Later, on stage, Gore thanked "all the talented people" in the movie industry "who've been part of the mission to inspire a successful response to the climate crisis," which was the focus of his film "An Inconvenient Truth."
Then, apparently warming to sidekick Leonardo DiCaprio's invitation to make "a major, major announcement," the former vice president produced a sheet of paper and seemed to be about to declare his candidacy for the 2008 presidential race — but was cut short by a swell of music. He was being played offstage by the orchestra.
He made another return trip to the stage with filmmaker Davis Guggenheim when "An Inconvenient Truth" was named best documentary.
"My fellow Americans," Gore began again, then stopped himself.
It was all a joke, of course. But the leisurely pace of the broadcast — three hours and 52 minutes — was no laughing matter.

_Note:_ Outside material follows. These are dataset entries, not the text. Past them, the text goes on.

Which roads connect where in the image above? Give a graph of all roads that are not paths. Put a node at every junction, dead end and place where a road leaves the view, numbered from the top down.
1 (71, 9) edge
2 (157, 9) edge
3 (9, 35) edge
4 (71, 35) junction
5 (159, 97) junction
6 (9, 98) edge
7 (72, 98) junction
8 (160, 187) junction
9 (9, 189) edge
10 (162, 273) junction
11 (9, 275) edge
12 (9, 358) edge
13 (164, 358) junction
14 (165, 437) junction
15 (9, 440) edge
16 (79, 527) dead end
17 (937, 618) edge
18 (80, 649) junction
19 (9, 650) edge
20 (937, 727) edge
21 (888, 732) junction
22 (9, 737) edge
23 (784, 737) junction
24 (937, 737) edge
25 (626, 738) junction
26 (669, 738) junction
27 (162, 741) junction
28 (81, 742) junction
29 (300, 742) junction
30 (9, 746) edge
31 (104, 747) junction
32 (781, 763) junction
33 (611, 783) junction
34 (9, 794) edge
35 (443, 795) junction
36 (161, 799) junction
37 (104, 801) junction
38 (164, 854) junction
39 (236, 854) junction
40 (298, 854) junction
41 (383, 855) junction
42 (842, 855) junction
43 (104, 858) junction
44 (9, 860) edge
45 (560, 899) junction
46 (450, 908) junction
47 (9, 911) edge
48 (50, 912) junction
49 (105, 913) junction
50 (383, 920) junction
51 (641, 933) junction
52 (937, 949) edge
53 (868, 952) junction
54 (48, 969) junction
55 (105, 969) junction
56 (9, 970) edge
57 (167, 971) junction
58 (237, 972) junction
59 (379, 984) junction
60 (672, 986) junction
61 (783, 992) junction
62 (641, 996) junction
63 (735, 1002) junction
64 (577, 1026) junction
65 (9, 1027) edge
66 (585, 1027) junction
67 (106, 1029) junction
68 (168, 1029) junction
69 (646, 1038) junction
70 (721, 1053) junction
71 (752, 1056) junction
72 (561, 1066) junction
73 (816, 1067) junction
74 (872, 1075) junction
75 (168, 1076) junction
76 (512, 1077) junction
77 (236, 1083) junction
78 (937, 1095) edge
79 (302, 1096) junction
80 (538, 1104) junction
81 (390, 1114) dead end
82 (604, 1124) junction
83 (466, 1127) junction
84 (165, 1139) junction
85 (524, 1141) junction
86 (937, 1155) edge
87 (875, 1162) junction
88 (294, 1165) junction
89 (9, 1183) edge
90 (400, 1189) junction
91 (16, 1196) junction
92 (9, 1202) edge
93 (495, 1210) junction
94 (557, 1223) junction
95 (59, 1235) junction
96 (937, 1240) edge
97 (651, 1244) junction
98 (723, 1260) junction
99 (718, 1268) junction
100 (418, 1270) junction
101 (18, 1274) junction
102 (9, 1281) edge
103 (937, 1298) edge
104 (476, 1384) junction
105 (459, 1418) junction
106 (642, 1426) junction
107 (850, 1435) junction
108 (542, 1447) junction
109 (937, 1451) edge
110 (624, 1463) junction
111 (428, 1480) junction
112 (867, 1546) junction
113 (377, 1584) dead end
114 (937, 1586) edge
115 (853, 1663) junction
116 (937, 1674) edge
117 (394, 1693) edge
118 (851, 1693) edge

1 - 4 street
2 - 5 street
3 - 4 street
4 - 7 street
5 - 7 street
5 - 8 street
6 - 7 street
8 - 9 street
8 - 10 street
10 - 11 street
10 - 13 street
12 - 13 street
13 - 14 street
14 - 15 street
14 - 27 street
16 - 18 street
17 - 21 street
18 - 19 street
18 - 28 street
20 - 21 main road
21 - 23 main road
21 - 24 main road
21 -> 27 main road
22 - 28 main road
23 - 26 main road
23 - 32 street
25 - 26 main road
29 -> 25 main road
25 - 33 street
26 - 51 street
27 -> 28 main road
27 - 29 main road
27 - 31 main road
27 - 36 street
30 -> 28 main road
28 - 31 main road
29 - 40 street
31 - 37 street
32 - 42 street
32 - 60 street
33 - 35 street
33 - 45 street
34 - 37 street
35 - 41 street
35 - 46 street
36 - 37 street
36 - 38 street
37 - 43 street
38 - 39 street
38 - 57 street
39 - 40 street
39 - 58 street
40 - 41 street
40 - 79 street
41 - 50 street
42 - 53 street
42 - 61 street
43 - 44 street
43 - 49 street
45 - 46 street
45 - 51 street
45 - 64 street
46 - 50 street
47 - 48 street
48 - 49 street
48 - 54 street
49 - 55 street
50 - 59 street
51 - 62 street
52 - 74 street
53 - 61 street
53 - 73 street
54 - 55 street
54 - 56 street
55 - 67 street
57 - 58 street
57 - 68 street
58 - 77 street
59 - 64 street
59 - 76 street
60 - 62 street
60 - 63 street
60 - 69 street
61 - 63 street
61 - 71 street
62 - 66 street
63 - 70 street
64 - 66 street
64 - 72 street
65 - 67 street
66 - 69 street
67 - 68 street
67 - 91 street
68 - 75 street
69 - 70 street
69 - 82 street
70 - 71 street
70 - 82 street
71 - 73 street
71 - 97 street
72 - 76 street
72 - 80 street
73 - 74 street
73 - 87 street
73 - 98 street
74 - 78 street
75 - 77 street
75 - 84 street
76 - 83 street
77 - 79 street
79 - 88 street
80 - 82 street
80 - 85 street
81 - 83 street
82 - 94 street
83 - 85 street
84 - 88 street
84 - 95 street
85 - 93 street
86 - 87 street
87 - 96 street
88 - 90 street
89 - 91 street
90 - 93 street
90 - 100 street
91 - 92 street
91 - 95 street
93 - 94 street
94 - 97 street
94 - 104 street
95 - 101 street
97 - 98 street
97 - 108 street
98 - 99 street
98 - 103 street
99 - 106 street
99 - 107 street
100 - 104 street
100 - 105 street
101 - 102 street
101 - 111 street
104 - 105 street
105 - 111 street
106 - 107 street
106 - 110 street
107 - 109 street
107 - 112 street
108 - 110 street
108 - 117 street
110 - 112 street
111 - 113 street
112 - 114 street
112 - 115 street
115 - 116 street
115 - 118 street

The first major award — to Alan Arkin as best supporting actor in "Little Miss Sunshine" — wasn't presented until 9:22 p.m. Eastern. That was just six minutes before another eagerly anticipated honor was made public: The amateur commercial submitted by Lindsay Miller of Sherman Oaks, Calif., for Dove Cream Oil Body Wash had been chosen over two other finalists to air during the commercial break.
Film favorites Will Ferrell, Jack Black and John C. Reilly did a funny song-and-dance number lamenting that, as Ferrell crooned, "a comedian at the Oscars is the saddest man of all: Your movies may make millions, but your name they'll never call."
The 12-member modern-dance troupe Pilobolus was delightful in cameo appearances, seen in silhouette magically forming appropriate shapes — like the Oscar statuette, the van in "Little Miss Sunshine," and, omigosh, snakes on a plane!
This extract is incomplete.